9 things he says in bed that prove he’s a f*ckboy
Dirty talk can either be really awesome, or really shitty. While sometimes a guy’s way with words can be a turn-on, other times we wish we could throw a muzzle on the dude that has a hot body but has bullshit spewing out of his mouth.
But did you ever notice that the guys who say dumb things tend to all say the same things? It’s like the first time a guy pops a boner, the patron saint of fuckboys floats down to earth and hands him a script for how to turn girls off.
Anyway, here are nine things fuckboys say in bed that should send you running the other way..
1. “You came, right?”
It’s so cute how boys think that just because we don’t squirt out a mess of semen means that our orgasms are unnoticeable. Honey, if you think a girl’s orgasm is discreet, you’ve probably never seen a real one.
2. “I love when you touch my dick”
Thanks, I guess? Is there anyone you don’t love touching your dick besides your doctor?
3. “I can’t sleep with other people.”
If he starts talking about how he can’t fall asleep with other people in his bed or how he has this “thing” early in the morning, you’ve been fooled. Fuckboy wants you in bed for one thing and one thing only, he doesn’t need you snuggling on him in the middle of the night, or god forbid, the morning.
4. “You’re so wet right now.”
A guy commenting on your wetness would be completely fine… that is, if you were actually wet. It seems that all of the dudes who spit the whole “you’re soaking wet right now” line during foreplay are secretly hoping that somehow them saying that you’re wet will actually make you wet. Or maybe they’re really clueless and are confusing the meaning of the term “wet.” Either way, we’re probably going to assume you’ve never actually witnessed a wet pussy before because of your mediocre eating out skills.
5. “I wanted this to be special.”
Even after eight tequila shots, no girl is dumb enough to think that her sucking your dick on your inflatable mattress while Wolf of Wall Street plays in the background is “special.” You already got a girl in bed, you can stop spitting your lame ass game now.
6. “I can’t cum with a condom on”
If we were as worried about our elusive orgasm as you are, we’d probably never fuck you in the first place. Let’s not pretend that it’s hard for you to ejaculate, because once you put it in (condom or no condom) you’re probably going to finish before your girl does.
7. “This never happens.”
Whether he’s talking about the fact that he brought you to his “special” place for sex or the fact that he’s gotten whiskey dick, we all know that anyone who says “this never happens” or “I never do this,” probably does it all the damn time.

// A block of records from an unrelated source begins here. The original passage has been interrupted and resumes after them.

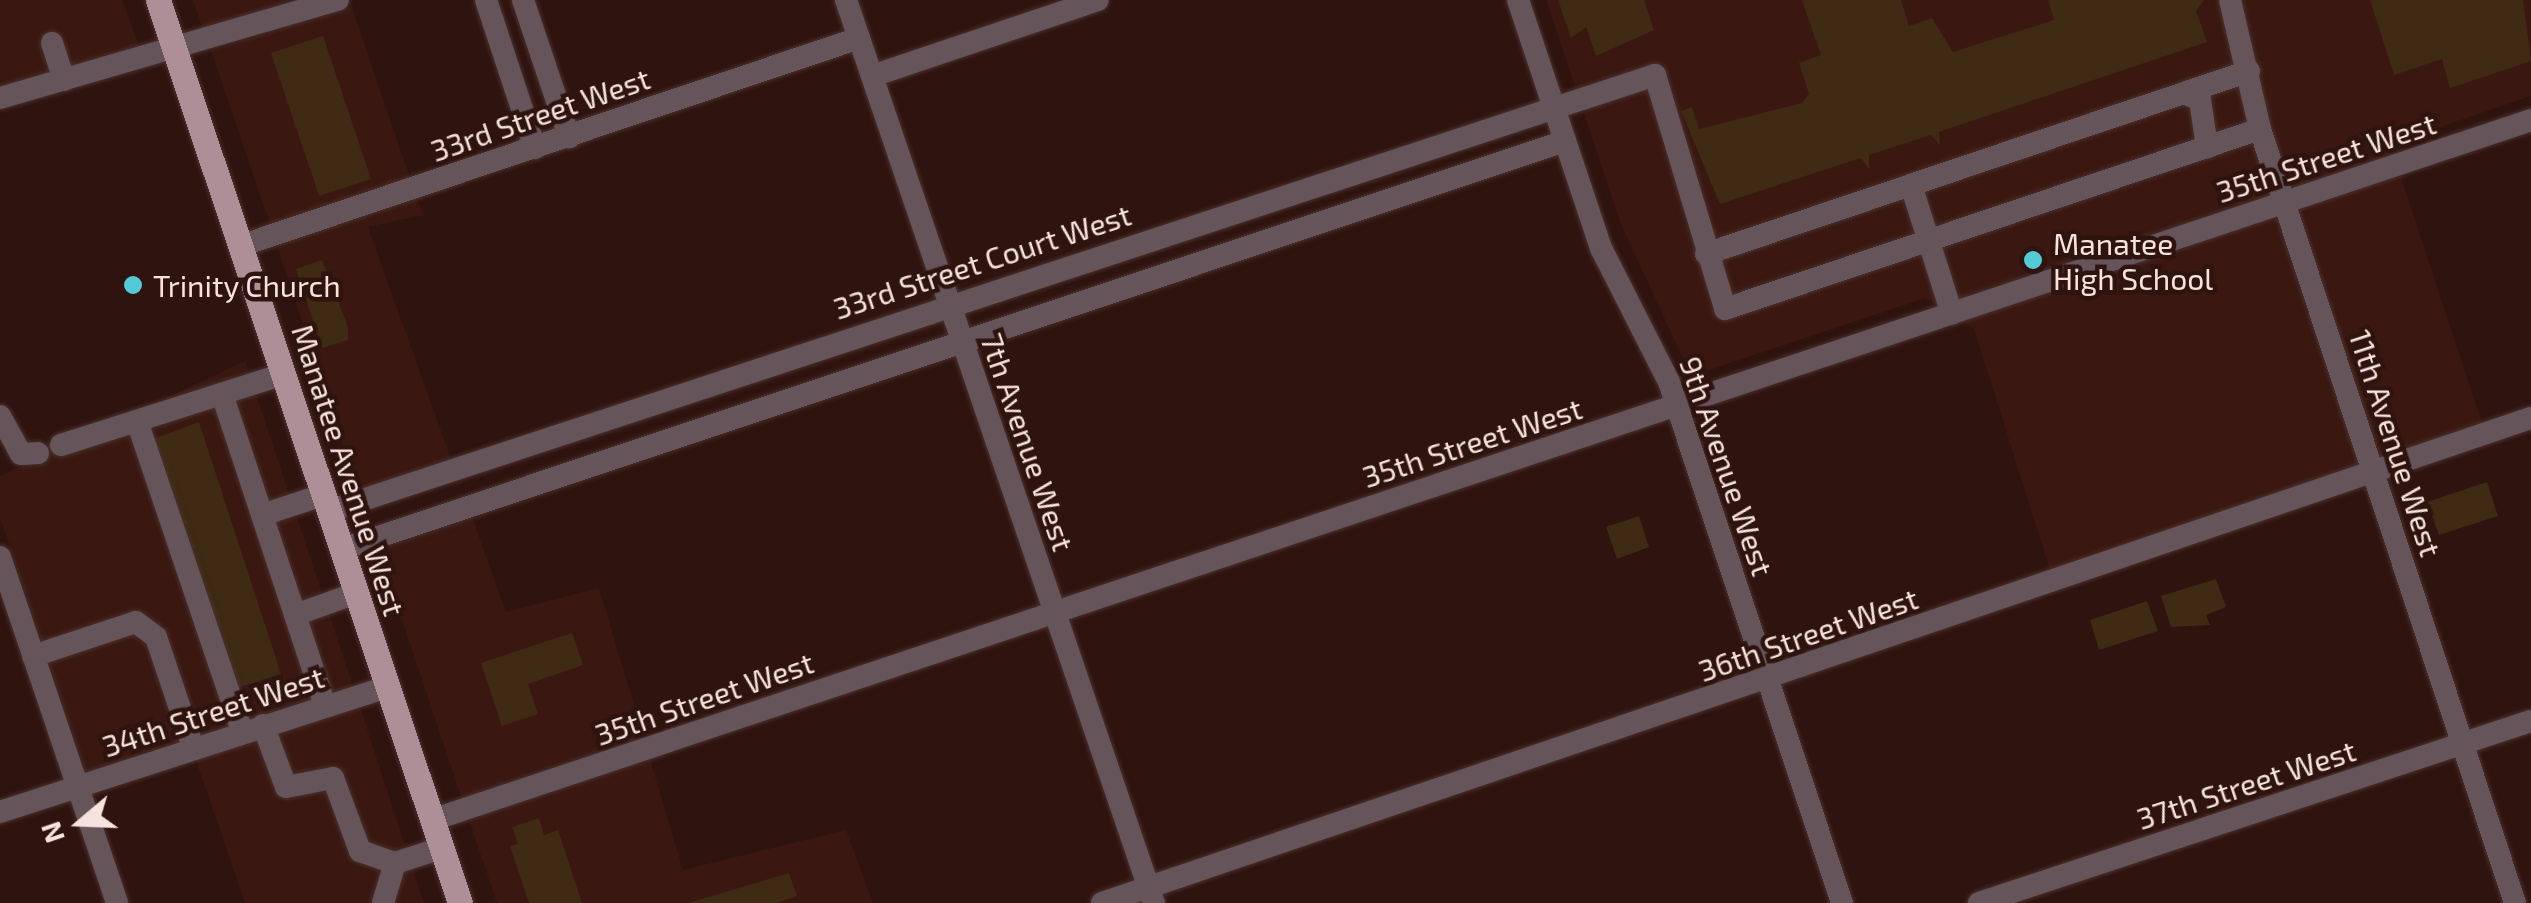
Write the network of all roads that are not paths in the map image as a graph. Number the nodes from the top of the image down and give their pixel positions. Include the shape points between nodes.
1 (158, 0) edge
2 (338, 0) edge
3 (486, 0) edge
4 (524, 0) edge
5 (846, 0) edge
6 (1098, 0) edge
7 (1518, 0) edge
8 (2230, 0) edge
9 (859, 38) junction
10 (52, 43) dead end
11 (174, 49) junction
12 (2249, 70) junction
13 (872, 76) junction
14 (64, 80) junction
15 (2184, 92) junction
16 (0, 98) edge
17 (1553, 104) junction
18 (2531, 120) edge
19 (2260, 129) junction
20 (570, 137) junction
21 (1566, 141) junction
22 (2207, 146) junction
23 (535, 148) junction
24 (1910, 185) junction
25 (2285, 202) junction
26 (1928, 240) junction
27 (240, 246) junction
28 (1706, 254) junction
29 (948, 303) junction
30 (1952, 314) junction
31 (961, 342) junction
32 (284, 374) junction
33 (222, 394) junction
34 (1677, 406) junction
35 (2531, 418) edge
36 (136, 421) junction
37 (2, 435) edge
38 (2374, 471) junction
39 (326, 503) junction
40 (262, 515) junction
41 (342, 549) junction
42 (0, 557) edge
43 (356, 593) junction
44 (1056, 611) junction
45 (295, 615) junction
46 (33, 656) junction
47 (1768, 680) junction
48 (388, 688) junction
49 (326, 706) junction
50 (2531, 721) edge
51 (252, 728) junction
52 (2463, 744) junction
53 (193, 748) junction
54 (78, 786) junction
55 (0, 812) edge
56 (432, 820) junction
57 (442, 848) junction
58 (395, 863) junction
59 (1152, 895) edge
60 (117, 903) edge
61 (383, 903) edge
62 (460, 903) edge
63 (1102, 903) edge
64 (1842, 903) edge
65 (1979, 903) edge
66 (2516, 903) edge

1 - 11 main road, Manatee Avenue West
2 - 11 street
3 - 23 street
4 - 20 street
5 - 9 street, 7th Avenue West
6 - 13 street
7 - 17 street, 9th Avenue West
8 - 12 street, 11th Avenue West
9 - 13 street, 7th Avenue West
9 - 20 street, 33rd Street West
10 - 14 street
11 - 14 street
11 - 27 main road, Manatee Avenue West
12 - 15 street
12 - 19 street, 11th Avenue West
13 - 29 street, 7th Avenue West
14 - 16 street
15 - 22 street via 2200,100
15 - 24 street
17 - 21 street, 9th Avenue West
17 - 28 street, 33rd Street Court West via 1655,75
17 - 29 street, 33rd Street Court West
18 - 25 street, 35th Street West
19 - 22 street
19 - 25 street, 11th Avenue West
20 - 23 street, 33rd Street West
21 - 31 street
21 - 34 street, 9th Avenue West via 1601,248
22 - 26 street
23 - 27 street, 33rd Street West
24 - 26 street
24 - 28 street
25 - 30 street, 35th Street West
25 - 38 street, 11th Avenue West
26 - 28 street via 1724,309
26 - 30 street
27 - 32 main road, Manatee Avenue West
29 - 31 street, 7th Avenue West
29 - 39 street, 33rd Street Court West
30 - 34 street, 35th Street West
31 - 41 street
31 - 44 street, 7th Avenue West
32 - 33 street
32 - 39 main road, Manatee Avenue West
33 - 36 street
33 - 40 street
34 - 44 street, 35th Street West
34 - 47 street, 9th Avenue West
35 - 38 street, 36th Street West
36 - 37 street via 21,454
36 - 51 street
38 - 47 street, 36th Street West
38 - 52 street, 11th Avenue West
39 - 40 street, 33rd Street Court West
39 - 41 main road, Manatee Avenue West
40 - 45 street
41 - 43 main road, Manatee Avenue West
42 - 46 street
43 - 45 street
43 - 48 main road, Manatee Avenue West
44 - 56 street, 35th Street West
44 - 59 street, 7th Avenue West
45 - 49 street
46 - 53 street via 136,622 156,636
46 - 54 street
47 - 59 street, 36th Street West
47 - 64 street, 9th Avenue West
48 - 49 street, 34th Street West
48 - 56 main road, Manatee Avenue West
49 - 51 street, 34th Street West
50 - 52 street, 37th Street West
51 - 53 street, 34th Street West
51 - 58 street via 286,787 333,778 360,850
52 - 65 street, 37th Street West
52 - 66 street, 11th Avenue West
53 - 54 street, 34th Street West
54 - 55 street, 34th Street West
54 - 60 street
56 - 57 main road, Manatee Avenue West
57 - 58 street
57 - 62 main road, Manatee Avenue West
58 - 61 street
59 - 63 street, 36th Street West

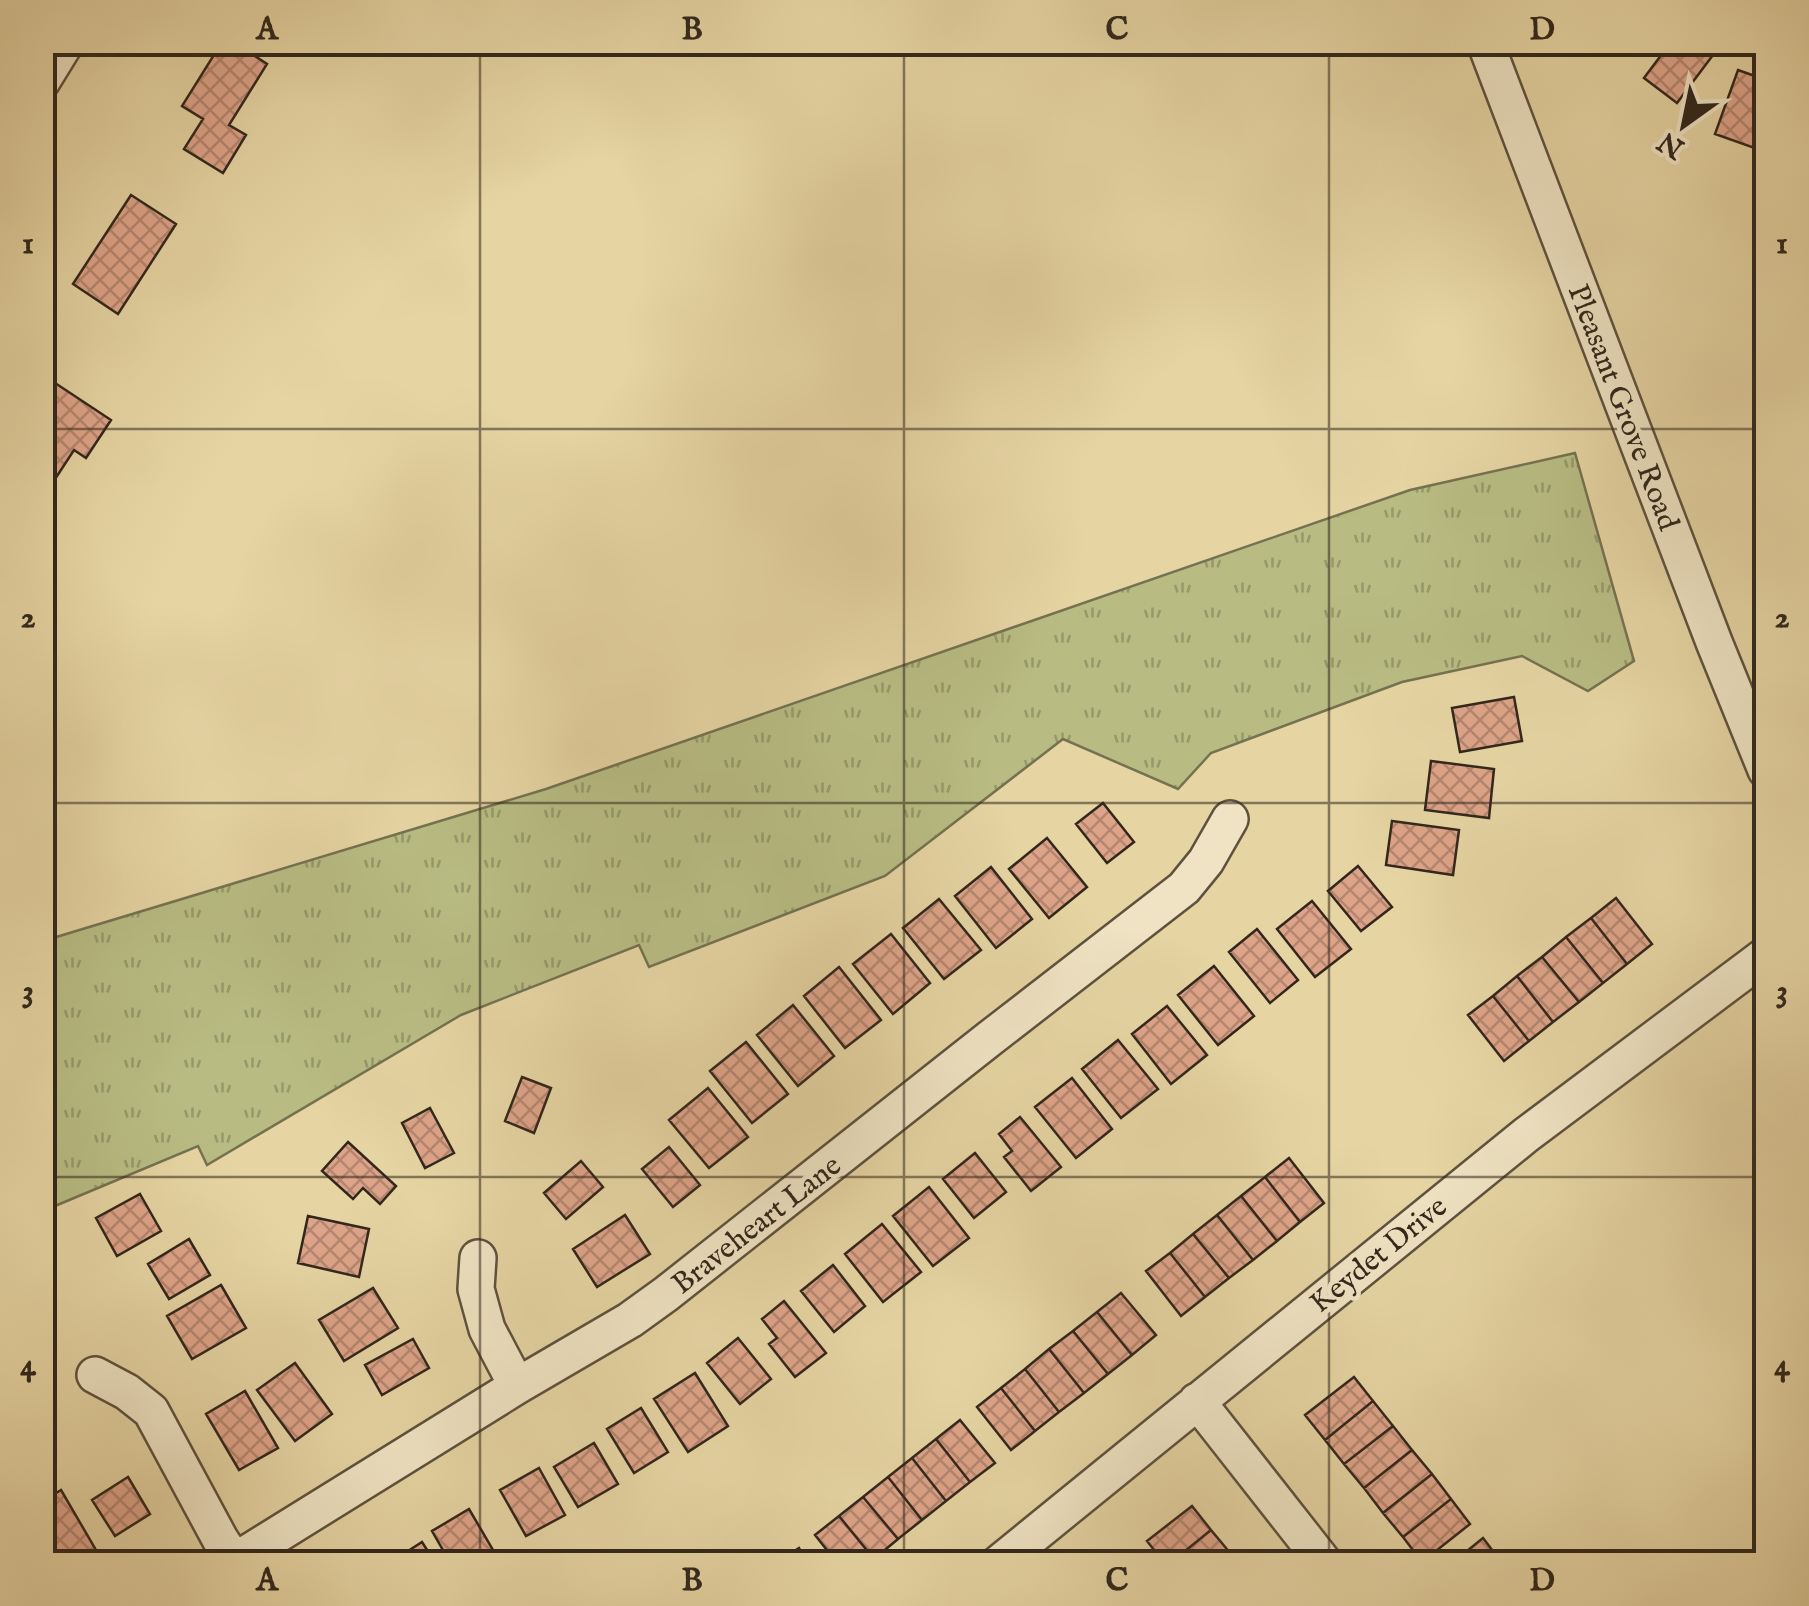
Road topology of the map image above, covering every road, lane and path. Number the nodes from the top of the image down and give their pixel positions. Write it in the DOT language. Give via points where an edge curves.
graph roads {
  1 [pos="66,42"];
  2 [pos="1485,42"];
  3 [pos="42,80"];
  4 [pos="1766,770"];
  5 [pos="1230,819"];
  6 [pos="1766,955"];
  7 [pos="478,1258"];
  8 [pos="95,1375"];
  9 [pos="516,1386"];
  10 [pos="1197,1401"];
  11 [pos="234,1563"];
  12 [pos="998,1564"];
  13 [pos="1325,1564"];
  1 -- 3 [label="street"];
  2 -- 4 [label="street, Pleasant Grove Road"];
  5 -- 9 [label="street, Braveheart Lane" via="1184,888 666,1294"];
  6 -- 10 [label="street, Keydet Drive" via="1526,1136"];
  7 -- 9 [label="street" via="476,1289 487,1329"];
  8 -- 11 [label="street" via="152,1411"];
  9 -- 11 [label="street, Braveheart Lane"];
  10 -- 12 [label="street, Keydet Drive"];
  10 -- 13 [label="street"];
}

8. “Sorry, it just slipped”
If you’re lucky, you’ve never had to deal with a guy who tries to put it in even when you’ve said no. Unfortunately, many of us have come across Mr. Suave who thinks that even when we say we don’t want to fuck, he can change our minds by casually trying to force his way in during foreplay. Actually, that’s called rape.
9. “Call me daddy”
Whether you’re asking us to call you papi or daddy, it’s fucking weird. If the chick brings it up it’s one thing, but nobody wants to call their random Tuesday night hook-up the same thing that they call their father. The same goes for guys who call girls “mami.” Do I look like your mother? I fucking hope not, Oedipus.